§ PROBLEM STATEMENT: Report every line of the entries that contains the word "Chemin".

(EXERCISE MATERIAL begins)

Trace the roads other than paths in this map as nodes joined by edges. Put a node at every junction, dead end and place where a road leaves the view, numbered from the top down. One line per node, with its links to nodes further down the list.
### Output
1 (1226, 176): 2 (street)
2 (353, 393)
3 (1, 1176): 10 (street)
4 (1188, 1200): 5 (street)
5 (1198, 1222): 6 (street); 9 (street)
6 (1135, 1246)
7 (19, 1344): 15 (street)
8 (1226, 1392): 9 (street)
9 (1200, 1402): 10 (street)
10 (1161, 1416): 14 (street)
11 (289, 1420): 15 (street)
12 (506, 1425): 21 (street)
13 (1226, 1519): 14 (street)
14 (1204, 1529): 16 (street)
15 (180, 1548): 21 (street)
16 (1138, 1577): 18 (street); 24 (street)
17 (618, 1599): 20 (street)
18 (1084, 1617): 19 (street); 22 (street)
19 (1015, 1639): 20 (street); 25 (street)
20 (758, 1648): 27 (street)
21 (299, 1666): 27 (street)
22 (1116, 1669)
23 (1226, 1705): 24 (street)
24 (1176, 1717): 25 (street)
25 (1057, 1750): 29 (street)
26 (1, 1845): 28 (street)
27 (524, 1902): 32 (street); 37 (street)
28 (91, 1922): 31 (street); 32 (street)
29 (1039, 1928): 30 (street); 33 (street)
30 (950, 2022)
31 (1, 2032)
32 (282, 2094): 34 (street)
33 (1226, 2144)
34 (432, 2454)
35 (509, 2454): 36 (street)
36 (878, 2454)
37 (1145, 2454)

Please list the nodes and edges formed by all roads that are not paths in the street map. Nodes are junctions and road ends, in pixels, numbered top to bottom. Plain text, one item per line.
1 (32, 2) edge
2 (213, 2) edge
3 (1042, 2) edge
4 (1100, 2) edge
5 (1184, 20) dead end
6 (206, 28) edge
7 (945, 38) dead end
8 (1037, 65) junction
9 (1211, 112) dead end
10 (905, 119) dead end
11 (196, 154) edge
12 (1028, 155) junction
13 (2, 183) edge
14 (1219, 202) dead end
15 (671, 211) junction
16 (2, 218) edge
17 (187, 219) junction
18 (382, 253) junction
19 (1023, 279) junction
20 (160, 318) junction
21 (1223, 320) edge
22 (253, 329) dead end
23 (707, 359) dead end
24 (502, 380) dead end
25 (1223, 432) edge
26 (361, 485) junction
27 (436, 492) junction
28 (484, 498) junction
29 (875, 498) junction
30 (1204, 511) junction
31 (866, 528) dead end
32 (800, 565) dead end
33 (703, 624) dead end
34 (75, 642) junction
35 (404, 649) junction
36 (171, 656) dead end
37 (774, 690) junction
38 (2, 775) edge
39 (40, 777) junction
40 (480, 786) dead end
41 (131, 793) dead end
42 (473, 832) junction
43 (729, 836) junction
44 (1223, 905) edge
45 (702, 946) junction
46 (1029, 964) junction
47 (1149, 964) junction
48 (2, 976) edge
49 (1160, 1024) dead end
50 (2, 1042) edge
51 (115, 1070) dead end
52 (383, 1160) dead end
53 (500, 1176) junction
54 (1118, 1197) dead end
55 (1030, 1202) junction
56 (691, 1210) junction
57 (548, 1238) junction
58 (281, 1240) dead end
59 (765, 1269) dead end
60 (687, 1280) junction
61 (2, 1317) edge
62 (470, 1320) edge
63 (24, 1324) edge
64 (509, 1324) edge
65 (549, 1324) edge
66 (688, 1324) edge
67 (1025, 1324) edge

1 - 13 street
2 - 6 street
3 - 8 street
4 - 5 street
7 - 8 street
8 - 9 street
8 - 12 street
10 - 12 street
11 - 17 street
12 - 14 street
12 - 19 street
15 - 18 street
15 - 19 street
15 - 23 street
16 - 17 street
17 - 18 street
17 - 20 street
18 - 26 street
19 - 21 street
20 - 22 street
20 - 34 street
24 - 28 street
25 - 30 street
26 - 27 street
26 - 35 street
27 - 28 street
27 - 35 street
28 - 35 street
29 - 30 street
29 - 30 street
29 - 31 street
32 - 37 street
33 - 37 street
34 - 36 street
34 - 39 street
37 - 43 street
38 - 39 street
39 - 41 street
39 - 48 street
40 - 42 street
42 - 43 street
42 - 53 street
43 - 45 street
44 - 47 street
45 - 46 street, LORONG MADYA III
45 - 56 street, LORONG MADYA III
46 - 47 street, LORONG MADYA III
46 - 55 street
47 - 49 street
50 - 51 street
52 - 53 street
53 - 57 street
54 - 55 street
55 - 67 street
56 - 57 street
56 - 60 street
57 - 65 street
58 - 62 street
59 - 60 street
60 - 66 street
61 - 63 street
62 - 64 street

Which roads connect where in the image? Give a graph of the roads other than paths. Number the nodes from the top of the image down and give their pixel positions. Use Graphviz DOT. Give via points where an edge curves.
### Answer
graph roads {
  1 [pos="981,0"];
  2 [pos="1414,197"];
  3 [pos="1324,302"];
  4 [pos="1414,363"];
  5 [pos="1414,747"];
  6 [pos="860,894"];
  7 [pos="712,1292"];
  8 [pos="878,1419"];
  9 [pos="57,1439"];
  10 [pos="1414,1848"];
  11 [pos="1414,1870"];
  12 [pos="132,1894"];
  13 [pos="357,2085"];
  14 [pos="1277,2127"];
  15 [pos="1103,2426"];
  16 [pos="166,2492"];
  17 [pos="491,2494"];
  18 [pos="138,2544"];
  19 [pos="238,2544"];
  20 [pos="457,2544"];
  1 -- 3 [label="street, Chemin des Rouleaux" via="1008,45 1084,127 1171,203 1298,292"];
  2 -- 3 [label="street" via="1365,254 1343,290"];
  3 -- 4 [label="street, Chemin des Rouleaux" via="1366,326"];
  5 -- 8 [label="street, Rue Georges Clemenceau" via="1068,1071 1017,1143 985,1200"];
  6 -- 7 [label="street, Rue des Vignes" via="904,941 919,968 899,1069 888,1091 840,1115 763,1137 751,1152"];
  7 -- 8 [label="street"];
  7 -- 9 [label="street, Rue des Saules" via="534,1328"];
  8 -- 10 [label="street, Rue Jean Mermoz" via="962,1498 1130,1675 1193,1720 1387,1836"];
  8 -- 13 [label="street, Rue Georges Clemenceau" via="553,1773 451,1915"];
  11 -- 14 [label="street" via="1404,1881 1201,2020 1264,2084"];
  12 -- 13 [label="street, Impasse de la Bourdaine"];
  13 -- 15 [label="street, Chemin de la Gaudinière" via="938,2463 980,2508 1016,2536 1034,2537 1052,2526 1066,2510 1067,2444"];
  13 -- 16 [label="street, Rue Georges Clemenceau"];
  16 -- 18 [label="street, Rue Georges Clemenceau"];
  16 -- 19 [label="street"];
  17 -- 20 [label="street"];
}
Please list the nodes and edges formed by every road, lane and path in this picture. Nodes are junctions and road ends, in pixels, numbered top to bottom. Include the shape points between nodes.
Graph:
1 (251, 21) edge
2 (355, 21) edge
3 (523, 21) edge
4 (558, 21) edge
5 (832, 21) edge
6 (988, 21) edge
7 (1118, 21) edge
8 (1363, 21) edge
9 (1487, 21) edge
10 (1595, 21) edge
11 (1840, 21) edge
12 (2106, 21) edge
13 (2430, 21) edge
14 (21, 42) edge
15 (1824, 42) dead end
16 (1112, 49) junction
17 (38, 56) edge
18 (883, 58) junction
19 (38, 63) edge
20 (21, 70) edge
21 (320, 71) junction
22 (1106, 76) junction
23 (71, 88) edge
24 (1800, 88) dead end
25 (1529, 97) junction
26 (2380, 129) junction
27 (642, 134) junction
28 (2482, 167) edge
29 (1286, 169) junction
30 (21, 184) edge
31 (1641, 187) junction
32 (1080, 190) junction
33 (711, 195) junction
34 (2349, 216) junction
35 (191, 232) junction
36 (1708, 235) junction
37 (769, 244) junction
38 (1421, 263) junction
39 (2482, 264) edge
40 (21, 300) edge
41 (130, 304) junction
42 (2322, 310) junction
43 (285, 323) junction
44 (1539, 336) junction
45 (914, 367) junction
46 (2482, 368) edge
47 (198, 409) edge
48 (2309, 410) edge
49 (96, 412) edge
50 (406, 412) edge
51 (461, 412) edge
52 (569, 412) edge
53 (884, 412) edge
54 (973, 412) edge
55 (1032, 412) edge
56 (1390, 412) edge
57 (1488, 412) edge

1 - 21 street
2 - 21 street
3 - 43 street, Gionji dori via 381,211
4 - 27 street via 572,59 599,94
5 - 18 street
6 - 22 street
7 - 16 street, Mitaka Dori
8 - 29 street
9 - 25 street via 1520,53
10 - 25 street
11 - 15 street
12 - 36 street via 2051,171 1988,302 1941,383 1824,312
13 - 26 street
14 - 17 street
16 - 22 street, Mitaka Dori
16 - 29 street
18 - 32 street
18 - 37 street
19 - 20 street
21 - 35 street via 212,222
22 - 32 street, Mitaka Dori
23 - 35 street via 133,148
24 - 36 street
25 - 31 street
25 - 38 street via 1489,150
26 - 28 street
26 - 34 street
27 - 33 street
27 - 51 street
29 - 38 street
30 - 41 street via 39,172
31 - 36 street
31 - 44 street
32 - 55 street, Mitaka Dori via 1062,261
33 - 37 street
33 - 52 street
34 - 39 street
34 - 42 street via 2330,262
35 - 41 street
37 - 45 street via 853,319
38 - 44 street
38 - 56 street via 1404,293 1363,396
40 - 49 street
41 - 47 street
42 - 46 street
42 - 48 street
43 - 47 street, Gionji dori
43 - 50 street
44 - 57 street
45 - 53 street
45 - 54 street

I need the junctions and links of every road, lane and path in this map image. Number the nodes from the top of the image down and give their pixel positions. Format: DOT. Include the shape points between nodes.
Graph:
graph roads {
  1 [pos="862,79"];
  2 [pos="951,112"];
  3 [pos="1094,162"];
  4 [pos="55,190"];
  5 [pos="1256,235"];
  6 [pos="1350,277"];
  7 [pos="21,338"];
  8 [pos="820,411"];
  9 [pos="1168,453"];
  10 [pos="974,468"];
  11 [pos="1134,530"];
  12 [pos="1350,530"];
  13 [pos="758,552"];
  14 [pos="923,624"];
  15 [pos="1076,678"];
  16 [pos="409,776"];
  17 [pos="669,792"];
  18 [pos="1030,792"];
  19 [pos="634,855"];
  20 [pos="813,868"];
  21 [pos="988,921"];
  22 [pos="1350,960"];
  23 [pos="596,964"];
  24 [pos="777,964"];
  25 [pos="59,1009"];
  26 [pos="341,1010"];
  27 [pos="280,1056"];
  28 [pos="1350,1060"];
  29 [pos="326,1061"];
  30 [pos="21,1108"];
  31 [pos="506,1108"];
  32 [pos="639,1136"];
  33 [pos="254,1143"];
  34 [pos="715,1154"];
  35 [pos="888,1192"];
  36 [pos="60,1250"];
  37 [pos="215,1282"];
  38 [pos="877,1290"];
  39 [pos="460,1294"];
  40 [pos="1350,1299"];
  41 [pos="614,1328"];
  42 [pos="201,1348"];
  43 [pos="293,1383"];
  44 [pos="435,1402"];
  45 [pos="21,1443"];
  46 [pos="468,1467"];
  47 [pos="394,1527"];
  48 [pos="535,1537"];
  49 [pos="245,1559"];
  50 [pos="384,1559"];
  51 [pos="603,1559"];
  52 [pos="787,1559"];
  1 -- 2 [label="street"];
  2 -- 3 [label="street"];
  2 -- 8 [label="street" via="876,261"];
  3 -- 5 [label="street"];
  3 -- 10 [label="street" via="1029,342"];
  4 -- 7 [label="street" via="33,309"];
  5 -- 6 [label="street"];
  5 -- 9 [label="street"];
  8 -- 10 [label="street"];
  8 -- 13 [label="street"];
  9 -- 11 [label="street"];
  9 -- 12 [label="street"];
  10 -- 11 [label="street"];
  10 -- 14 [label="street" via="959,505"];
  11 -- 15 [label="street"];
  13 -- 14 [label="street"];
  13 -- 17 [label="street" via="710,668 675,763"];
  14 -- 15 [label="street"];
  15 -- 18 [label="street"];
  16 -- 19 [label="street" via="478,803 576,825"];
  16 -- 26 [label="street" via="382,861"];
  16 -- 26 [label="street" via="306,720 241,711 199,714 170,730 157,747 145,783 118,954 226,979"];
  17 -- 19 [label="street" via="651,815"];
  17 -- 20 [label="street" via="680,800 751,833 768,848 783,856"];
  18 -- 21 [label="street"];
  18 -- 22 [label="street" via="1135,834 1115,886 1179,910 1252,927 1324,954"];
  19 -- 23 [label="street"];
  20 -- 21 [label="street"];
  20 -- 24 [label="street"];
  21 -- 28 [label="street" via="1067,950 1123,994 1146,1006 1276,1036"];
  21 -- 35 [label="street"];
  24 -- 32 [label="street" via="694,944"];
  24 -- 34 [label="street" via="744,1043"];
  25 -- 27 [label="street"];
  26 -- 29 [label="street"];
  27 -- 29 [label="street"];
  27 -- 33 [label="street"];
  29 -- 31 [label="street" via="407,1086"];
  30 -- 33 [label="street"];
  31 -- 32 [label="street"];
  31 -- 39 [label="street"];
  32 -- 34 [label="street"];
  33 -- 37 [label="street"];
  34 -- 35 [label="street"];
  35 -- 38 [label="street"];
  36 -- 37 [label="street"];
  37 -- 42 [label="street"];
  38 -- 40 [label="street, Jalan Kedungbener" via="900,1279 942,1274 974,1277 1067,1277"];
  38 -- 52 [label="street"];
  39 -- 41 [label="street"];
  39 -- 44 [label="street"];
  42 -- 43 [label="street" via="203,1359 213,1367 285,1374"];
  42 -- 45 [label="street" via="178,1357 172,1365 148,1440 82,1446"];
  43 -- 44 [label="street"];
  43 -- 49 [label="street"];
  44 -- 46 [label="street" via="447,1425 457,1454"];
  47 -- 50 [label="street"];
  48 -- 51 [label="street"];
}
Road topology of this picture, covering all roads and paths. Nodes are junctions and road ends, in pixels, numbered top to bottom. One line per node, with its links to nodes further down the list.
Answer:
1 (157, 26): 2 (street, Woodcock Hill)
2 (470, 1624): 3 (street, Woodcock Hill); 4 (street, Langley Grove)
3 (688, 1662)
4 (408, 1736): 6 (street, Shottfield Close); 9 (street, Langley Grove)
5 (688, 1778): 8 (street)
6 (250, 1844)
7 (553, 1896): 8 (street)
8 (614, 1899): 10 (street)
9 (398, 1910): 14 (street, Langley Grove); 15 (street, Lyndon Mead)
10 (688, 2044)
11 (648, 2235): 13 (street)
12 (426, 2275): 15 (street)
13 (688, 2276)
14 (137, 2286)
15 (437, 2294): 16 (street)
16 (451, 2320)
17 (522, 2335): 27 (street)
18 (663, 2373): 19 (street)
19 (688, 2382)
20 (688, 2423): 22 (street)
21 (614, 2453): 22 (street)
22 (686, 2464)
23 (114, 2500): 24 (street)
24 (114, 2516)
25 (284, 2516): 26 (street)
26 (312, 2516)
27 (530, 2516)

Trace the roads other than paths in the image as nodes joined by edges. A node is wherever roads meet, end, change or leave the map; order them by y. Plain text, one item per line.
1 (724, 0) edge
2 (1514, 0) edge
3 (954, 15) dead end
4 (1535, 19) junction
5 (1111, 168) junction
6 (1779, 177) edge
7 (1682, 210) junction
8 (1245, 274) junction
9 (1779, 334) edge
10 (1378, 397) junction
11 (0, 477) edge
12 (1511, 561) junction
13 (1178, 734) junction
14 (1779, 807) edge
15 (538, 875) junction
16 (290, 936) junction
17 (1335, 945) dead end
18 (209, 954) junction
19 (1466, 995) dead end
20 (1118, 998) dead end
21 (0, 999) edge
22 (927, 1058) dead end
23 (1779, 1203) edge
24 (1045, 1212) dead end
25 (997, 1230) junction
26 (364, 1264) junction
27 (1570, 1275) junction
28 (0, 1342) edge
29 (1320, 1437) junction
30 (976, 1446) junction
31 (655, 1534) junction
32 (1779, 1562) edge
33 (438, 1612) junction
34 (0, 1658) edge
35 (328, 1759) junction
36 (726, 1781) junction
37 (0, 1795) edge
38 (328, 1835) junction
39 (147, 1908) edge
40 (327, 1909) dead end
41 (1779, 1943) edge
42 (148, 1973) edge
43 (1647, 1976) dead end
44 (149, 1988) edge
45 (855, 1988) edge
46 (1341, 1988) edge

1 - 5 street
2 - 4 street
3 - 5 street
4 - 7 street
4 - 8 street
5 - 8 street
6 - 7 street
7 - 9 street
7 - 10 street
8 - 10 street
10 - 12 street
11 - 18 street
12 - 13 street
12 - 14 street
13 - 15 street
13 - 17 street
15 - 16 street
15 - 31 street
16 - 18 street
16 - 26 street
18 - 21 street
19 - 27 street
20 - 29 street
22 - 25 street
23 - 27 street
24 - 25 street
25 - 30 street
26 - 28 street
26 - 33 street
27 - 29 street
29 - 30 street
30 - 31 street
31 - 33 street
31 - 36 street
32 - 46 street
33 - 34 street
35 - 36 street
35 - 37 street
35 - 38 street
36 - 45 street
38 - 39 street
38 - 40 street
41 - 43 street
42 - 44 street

(EXERCISE MATERIAL ends)

§ TASK RESULT:
  1 -- 3 [label="street, Chemin des Rouleaux" via="1008,45 1084,127 1171,203 1298,292"];
  3 -- 4 [label="street, Chemin des Rouleaux" via="1366,326"];
  13 -- 15 [label="street, Chemin de la Gaudinière" via="938,2463 980,2508 1016,2536 1034,2537 1052,2526 1066,2510 1067,2444"];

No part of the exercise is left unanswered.